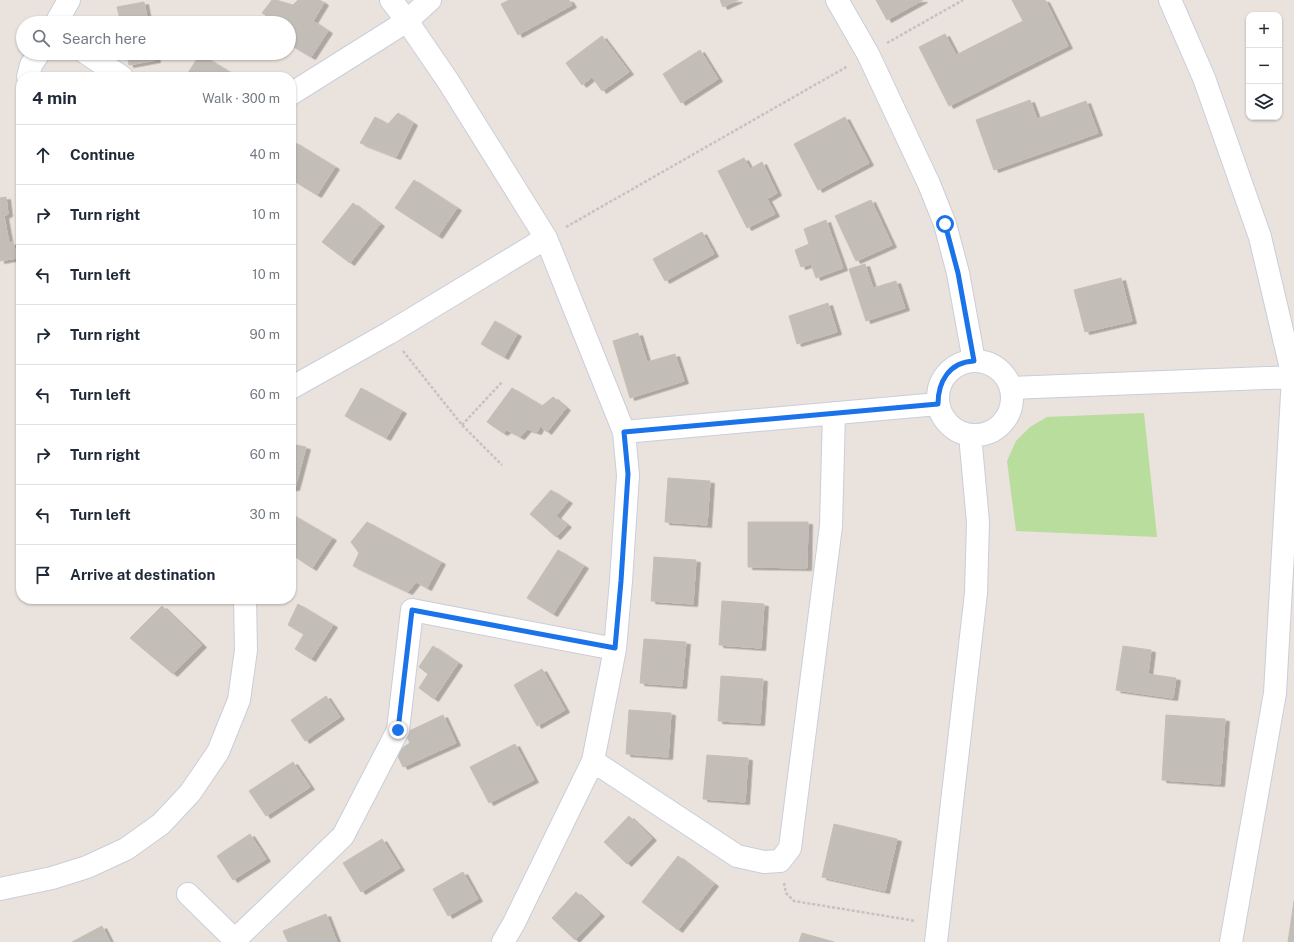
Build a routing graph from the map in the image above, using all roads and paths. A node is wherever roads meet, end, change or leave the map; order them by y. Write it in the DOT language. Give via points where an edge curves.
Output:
graph roads {
  1 [pos="69,0"];
  2 [pos="391,0"];
  3 [pos="430,0"];
  4 [pos="837,0"];
  5 [pos="963,0"];
  6 [pos="1170,0"];
  7 [pos="60,16"];
  8 [pos="407,21"];
  9 [pos="868,54"];
  10 [pos="35,60"];
  11 [pos="96,60"];
  12 [pos="30,72"];
  13 [pos="114,72"];
  14 [pos="296,91"];
  15 [pos="546,238"];
  16 [pos="389,333"];
  17 [pos="974,361"];
  18 [pos="1294,377"];
  19 [pos="502,382"];
  20 [pos="296,385"];
  21 [pos="1012,388"];
  22 [pos="938,404"];
  23 [pos="834,413"];
  24 [pos="462,425"];
  25 [pos="624,432"];
  26 [pos="970,435"];
  27 [pos="502,465"];
  28 [pos="245,604"];
  29 [pos="615,648"];
  30 [pos="593,761"];
  31 [pos="780,861"];
  32 [pos="0,889"];
  33 [pos="188,894"];
  34 [pos="937,934"];
  35 [pos="236,941"];
  36 [pos="503,942"];
  37 [pos="1231,942"];
  1 -- 7 [label="street"];
  2 -- 8 [label="street"];
  3 -- 8 [label="street"];
  4 -- 9 [label="street"];
  5 -- 9 [label="path"];
  6 -- 18 [label="street" via="1204,78 1260,237"];
  8 -- 14 [label="street"];
  8 -- 15 [label="street" via="448,81"];
  9 -- 15 [label="path"];
  9 -- 17 [label="street" via="945,224 958,273"];
  10 -- 12 [label="street"];
  11 -- 13 [label="street"];
  15 -- 16 [label="street"];
  15 -- 25 [label="street"];
  16 -- 20 [label="street"];
  16 -- 24 [label="path"];
  17 -- 21 [label="street" via="990,364 1000,370 1008,378"];
  17 -- 22 [label="street" via="957,365 948,372 938,393"];
  18 -- 21 [label="street"];
  18 -- 37 [label="street" via="1275,693"];
  19 -- 24 [label="path"];
  21 -- 26 [label="street" via="1013,401 1010,413 1003,423 994,431"];
  22 -- 23 [label="street"];
  22 -- 26 [label="street" via="942,416 949,425 958,432"];
  23 -- 25 [label="street"];
  23 -- 31 [label="street" via="831,526 790,848"];
  24 -- 27 [label="path"];
  25 -- 29 [label="street" via="628,474"];
  26 -- 34 [label="street" via="978,522 976,593"];
  28 -- 32 [label="street" via="246,650 239,700 218,752 190,793 161,824 126,849 52,878"];
  29 -- 30 [label="street"];
  29 -- 35 [label="street" via="412,610 398,730 343,836"];
  30 -- 31 [label="street" via="737,856 764,862"];
  30 -- 36 [label="street"];
  31 -- 34 [label="path" via="786,893 794,900"];
  33 -- 35 [label="street"];
}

****************

* [WORK TO COMPLETE]: Lines from the records above that hold "graph" are the ones to list.

* [ANSWER SPACE]:
Build a routing graph from the map in the image above, using all roads and paths. A node is wherever roads meet, end, change or leave the map; order them by y. Write it in the DOT language. Give via points where an edge curves.
graph roads {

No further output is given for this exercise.